[Items from a dataset]
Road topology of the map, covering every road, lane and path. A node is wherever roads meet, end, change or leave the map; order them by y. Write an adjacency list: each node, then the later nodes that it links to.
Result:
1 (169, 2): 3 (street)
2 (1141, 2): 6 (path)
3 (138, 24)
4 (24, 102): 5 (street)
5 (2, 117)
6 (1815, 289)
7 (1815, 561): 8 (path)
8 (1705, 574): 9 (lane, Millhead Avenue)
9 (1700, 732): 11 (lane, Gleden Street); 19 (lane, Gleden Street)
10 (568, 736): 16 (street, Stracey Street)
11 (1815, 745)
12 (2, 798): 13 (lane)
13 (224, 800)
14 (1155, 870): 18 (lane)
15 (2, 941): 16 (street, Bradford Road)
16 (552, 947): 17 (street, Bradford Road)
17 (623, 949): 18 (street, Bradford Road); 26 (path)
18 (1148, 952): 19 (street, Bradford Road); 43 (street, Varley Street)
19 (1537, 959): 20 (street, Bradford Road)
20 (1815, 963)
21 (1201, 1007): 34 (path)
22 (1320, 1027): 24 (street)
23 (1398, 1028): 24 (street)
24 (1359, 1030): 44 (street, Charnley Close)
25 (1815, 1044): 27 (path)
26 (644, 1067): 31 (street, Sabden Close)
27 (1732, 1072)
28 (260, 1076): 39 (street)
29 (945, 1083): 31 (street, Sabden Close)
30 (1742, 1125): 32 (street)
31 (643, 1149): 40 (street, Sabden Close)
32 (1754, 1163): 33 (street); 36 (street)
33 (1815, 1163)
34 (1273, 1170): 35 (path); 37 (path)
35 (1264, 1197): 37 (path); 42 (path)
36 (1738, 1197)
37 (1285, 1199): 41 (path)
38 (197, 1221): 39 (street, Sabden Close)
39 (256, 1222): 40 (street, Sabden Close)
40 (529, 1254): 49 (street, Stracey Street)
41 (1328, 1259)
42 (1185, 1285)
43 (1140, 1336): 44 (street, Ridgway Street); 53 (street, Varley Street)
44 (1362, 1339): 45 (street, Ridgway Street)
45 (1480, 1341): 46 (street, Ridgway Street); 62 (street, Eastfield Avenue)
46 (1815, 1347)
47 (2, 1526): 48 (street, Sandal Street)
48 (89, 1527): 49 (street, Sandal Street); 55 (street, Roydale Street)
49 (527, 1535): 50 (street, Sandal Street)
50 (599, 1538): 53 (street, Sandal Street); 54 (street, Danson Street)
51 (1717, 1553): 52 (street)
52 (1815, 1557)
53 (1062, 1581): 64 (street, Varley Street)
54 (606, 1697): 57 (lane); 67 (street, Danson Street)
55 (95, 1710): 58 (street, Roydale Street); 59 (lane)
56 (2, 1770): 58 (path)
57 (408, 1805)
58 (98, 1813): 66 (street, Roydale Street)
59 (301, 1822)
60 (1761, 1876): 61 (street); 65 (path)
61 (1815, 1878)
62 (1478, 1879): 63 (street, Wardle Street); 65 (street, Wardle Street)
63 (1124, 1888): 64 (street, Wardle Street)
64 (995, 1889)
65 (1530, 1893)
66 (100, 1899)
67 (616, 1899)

* **WHAT NEEDS TO BE DONE**
Every line that contains the string "Sandal" should be copied from the records.

* **RESULT OF THIS TASK**
47 (2, 1526): 48 (street, Sandal Street)
48 (89, 1527): 49 (street, Sandal Street); 55 (street, Roydale Street)
49 (527, 1535): 50 (street, Sandal Street)
50 (599, 1538): 53 (street, Sandal Street); 54 (street, Danson Street)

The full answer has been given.